───── Given entries

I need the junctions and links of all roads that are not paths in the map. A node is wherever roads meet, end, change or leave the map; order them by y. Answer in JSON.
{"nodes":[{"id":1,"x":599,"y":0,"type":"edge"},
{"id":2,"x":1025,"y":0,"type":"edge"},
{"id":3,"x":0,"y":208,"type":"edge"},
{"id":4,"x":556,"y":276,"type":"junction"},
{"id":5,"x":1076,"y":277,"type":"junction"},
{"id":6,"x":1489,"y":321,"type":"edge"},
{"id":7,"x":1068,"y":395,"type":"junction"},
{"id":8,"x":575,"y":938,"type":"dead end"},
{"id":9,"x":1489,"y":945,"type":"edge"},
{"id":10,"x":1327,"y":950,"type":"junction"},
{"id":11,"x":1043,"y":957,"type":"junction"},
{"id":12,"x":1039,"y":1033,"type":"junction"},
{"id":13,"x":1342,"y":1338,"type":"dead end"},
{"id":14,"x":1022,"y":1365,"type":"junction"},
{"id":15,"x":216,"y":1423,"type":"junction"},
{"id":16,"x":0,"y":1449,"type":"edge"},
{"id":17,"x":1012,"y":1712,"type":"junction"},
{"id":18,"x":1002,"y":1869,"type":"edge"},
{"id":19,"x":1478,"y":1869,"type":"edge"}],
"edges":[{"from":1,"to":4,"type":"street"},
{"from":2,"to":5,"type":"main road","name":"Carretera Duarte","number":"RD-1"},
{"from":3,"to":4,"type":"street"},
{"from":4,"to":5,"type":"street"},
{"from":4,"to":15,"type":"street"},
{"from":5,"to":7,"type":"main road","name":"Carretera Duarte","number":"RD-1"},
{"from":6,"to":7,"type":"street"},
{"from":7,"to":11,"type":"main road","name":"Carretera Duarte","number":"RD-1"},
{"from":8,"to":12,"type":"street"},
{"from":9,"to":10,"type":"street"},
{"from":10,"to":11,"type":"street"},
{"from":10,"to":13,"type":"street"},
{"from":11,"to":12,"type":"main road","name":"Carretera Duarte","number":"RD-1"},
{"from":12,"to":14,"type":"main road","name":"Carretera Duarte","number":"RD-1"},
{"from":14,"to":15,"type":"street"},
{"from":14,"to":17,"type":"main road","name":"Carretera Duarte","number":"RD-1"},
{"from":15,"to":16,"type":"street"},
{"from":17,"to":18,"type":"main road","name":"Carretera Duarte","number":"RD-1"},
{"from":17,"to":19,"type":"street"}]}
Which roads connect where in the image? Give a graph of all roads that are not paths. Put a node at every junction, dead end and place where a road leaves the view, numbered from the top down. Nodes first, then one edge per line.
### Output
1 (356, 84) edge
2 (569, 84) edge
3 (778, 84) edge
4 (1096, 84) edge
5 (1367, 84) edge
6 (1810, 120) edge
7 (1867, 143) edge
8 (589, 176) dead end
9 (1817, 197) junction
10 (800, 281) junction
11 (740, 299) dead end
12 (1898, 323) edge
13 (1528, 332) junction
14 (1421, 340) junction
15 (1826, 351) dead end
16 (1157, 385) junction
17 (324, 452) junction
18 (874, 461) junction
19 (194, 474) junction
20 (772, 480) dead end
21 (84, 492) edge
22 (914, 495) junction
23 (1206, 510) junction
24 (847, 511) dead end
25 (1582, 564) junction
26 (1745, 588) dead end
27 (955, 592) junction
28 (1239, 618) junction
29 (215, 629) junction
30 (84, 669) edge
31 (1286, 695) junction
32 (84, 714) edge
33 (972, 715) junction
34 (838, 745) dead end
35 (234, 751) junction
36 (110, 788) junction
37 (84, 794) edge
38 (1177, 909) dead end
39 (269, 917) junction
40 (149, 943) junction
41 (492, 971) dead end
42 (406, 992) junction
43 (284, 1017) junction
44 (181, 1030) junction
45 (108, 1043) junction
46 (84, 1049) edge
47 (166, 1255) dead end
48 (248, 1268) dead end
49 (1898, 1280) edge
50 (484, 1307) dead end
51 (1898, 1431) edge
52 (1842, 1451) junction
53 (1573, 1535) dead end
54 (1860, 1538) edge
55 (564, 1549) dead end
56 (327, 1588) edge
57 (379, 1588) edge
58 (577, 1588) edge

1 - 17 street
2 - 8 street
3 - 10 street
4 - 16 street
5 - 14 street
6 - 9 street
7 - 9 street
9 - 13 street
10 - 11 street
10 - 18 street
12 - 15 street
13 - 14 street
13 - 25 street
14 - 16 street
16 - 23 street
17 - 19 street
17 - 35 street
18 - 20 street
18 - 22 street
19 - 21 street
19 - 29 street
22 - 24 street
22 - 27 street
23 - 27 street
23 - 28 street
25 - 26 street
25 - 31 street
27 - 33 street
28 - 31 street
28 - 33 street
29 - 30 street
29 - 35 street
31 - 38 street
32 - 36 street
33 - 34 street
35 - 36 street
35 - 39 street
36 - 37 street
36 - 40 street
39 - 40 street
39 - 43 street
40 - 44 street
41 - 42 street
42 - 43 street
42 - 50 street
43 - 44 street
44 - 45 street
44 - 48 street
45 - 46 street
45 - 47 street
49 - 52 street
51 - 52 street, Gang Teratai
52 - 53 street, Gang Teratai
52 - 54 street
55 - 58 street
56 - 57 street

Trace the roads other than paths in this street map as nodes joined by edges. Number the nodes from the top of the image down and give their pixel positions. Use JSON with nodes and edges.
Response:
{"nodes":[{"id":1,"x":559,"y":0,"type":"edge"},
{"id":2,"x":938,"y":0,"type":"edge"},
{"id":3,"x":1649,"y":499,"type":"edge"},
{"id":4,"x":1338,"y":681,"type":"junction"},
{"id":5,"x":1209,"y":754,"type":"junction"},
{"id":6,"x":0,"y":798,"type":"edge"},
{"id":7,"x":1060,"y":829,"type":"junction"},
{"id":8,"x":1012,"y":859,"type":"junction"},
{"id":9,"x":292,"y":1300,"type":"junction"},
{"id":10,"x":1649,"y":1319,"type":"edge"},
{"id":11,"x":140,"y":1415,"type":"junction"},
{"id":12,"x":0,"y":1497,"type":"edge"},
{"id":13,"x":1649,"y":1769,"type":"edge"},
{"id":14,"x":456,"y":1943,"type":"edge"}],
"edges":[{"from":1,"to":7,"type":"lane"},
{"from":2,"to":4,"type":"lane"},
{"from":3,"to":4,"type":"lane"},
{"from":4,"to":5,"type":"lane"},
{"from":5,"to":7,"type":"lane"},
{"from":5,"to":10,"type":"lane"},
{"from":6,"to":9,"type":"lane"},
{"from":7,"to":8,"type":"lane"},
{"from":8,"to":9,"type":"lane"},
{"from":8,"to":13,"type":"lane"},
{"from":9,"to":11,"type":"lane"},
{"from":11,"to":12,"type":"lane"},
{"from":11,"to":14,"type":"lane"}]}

──────────

[Requirement]: Output each line of the records above exactly.

[Reply]:
I need the junctions and links of all roads that are not paths in the map. A node is wherever roads meet, end, change or leave the map; order them by y. Answer in JSON.
{"nodes":[{"id":1,"x":599,"y":0,"type":"edge"},
{"id":2,"x":1025,"y":0,"type":"edge"},
{"id":3,"x":0,"y":208,"type":"edge"},
{"id":4,"x":556,"y":276,"type":"junction"},
{"id":5,"x":1076,"y":277,"type":"junction"},
{"id":6,"x":1489,"y":321,"type":"edge"},
{"id":7,"x":1068,"y":395,"type":"junction"},
{"id":8,"x":575,"y":938,"type":"dead end"},
{"id":9,"x":1489,"y":945,"type":"edge"},
{"id":10,"x":1327,"y":950,"type":"junction"},
{"id":11,"x":1043,"y":957,"type":"junction"},
{"id":12,"x":1039,"y":1033,"type":"junction"},
{"id":13,"x":1342,"y":1338,"type":"dead end"},
{"id":14,"x":1022,"y":1365,"type":"junction"},
{"id":15,"x":216,"y":1423,"type":"junction"},
{"id":16,"x":0,"y":1449,"type":"edge"},
{"id":17,"x":1012,"y":1712,"type":"junction"},
{"id":18,"x":1002,"y":1869,"type":"edge"},
{"id":19,"x":1478,"y":1869,"type":"edge"}],
"edges":[{"from":1,"to":4,"type":"street"},
{"from":2,"to":5,"type":"main road","name":"Carretera Duarte","number":"RD-1"},
{"from":3,"to":4,"type":"street"},
{"from":4,"to":5,"type":"street"},
{"from":4,"to":15,"type":"street"},
{"from":5,"to":7,"type":"main road","name":"Carretera Duarte","number":"RD-1"},
{"from":6,"to":7,"type":"street"},
{"from":7,"to":11,"type":"main road","name":"Carretera Duarte","number":"RD-1"},
{"from":8,"to":12,"type":"street"},
{"from":9,"to":10,"type":"street"},
{"from":10,"to":11,"type":"street"},
{"from":10,"to":13,"type":"street"},
{"from":11,"to":12,"type":"main road","name":"Carretera Duarte","number":"RD-1"},
{"from":12,"to":14,"type":"main road","name":"Carretera Duarte","number":"RD-1"},
{"from":14,"to":15,"type":"street"},
{"from":14,"to":17,"type":"main road","name":"Carretera Duarte","number":"RD-1"},
{"from":15,"to":16,"type":"street"},
{"from":17,"to":18,"type":"main road","name":"Carretera Duarte","number":"RD-1"},
{"from":17,"to":19,"type":"street"}]}
Which roads connect where in the image? Give a graph of all roads that are not paths. Put a node at every junction, dead end and place where a road leaves the view, numbered from the top down. Nodes first, then one edge per line.
### Output
1 (356, 84) edge
2 (569, 84) edge
3 (778, 84) edge
4 (1096, 84) edge
5 (1367, 84) edge
6 (1810, 120) edge
7 (1867, 143) edge
8 (589, 176) dead end
9 (1817, 197) junction
10 (800, 281) junction
11 (740, 299) dead end
12 (1898, 323) edge
13 (1528, 332) junction
14 (1421, 340) junction
15 (1826, 351) dead end
16 (1157, 385) junction
17 (324, 452) junction
18 (874, 461) junction
19 (194, 474) junction
20 (772, 480) dead end
21 (84, 492) edge
22 (914, 495) junction
23 (1206, 510) junction
24 (847, 511) dead end
25 (1582, 564) junction
26 (1745, 588) dead end
27 (955, 592) junction
28 (1239, 618) junction
29 (215, 629) junction
30 (84, 669) edge
31 (1286, 695) junction
32 (84, 714) edge
33 (972, 715) junction
34 (838, 745) dead end
35 (234, 751) junction
36 (110, 788) junction
37 (84, 794) edge
38 (1177, 909) dead end
39 (269, 917) junction
40 (149, 943) junction
41 (492, 971) dead end
42 (406, 992) junction
43 (284, 1017) junction
44 (181, 1030) junction
45 (108, 1043) junction
46 (84, 1049) edge
47 (166, 1255) dead end
48 (248, 1268) dead end
49 (1898, 1280) edge
50 (484, 1307) dead end
51 (1898, 1431) edge
52 (1842, 1451) junction
53 (1573, 1535) dead end
54 (1860, 1538) edge
55 (564, 1549) dead end
56 (327, 1588) edge
57 (379, 1588) edge
58 (577, 1588) edge

1 - 17 street
2 - 8 street
3 - 10 street
4 - 16 street
5 - 14 street
6 - 9 street
7 - 9 street
9 - 13 street
10 - 11 street
10 - 18 street
12 - 15 street
13 - 14 street
13 - 25 street
14 - 16 street
16 - 23 street
17 - 19 street
17 - 35 street
18 - 20 street
18 - 22 street
19 - 21 street
19 - 29 street
22 - 24 street
22 - 27 street
23 - 27 street
23 - 28 street
25 - 26 street
25 - 31 street
27 - 33 street
28 - 31 street
28 - 33 street
29 - 30 street
29 - 35 street
31 - 38 street
32 - 36 street
33 - 34 street
35 - 36 street
35 - 39 street
36 - 37 street
36 - 40 street
39 - 40 street
39 - 43 street
40 - 44 street
41 - 42 street
42 - 43 street
42 - 50 street
43 - 44 street
44 - 45 street
44 - 48 street
45 - 46 street
45 - 47 street
49 - 52 street
51 - 52 street, Gang Teratai
52 - 53 street, Gang Teratai
52 - 54 street
55 - 58 street
56 - 57 street

Trace the roads other than paths in this street map as nodes joined by edges. Number the nodes from the top of the image down and give their pixel positions. Use JSON with nodes and edges.
Response:
{"nodes":[{"id":1,"x":559,"y":0,"type":"edge"},
{"id":2,"x":938,"y":0,"type":"edge"},
{"id":3,"x":1649,"y":499,"type":"edge"},
{"id":4,"x":1338,"y":681,"type":"junction"},
{"id":5,"x":1209,"y":754,"type":"junction"},
{"id":6,"x":0,"y":798,"type":"edge"},
{"id":7,"x":1060,"y":829,"type":"junction"},
{"id":8,"x":1012,"y":859,"type":"junction"},
{"id":9,"x":292,"y":1300,"type":"junction"},
{"id":10,"x":1649,"y":1319,"type":"edge"},
{"id":11,"x":140,"y":1415,"type":"junction"},
{"id":12,"x":0,"y":1497,"type":"edge"},
{"id":13,"x":1649,"y":1769,"type":"edge"},
{"id":14,"x":456,"y":1943,"type":"edge"}],
"edges":[{"from":1,"to":7,"type":"lane"},
{"from":2,"to":4,"type":"lane"},
{"from":3,"to":4,"type":"lane"},
{"from":4,"to":5,"type":"lane"},
{"from":5,"to":7,"type":"lane"},
{"from":5,"to":10,"type":"lane"},
{"from":6,"to":9,"type":"lane"},
{"from":7,"to":8,"type":"lane"},
{"from":8,"to":9,"type":"lane"},
{"from":8,"to":13,"type":"lane"},
{"from":9,"to":11,"type":"lane"},
{"from":11,"to":12,"type":"lane"},
{"from":11,"to":14,"type":"lane"}]}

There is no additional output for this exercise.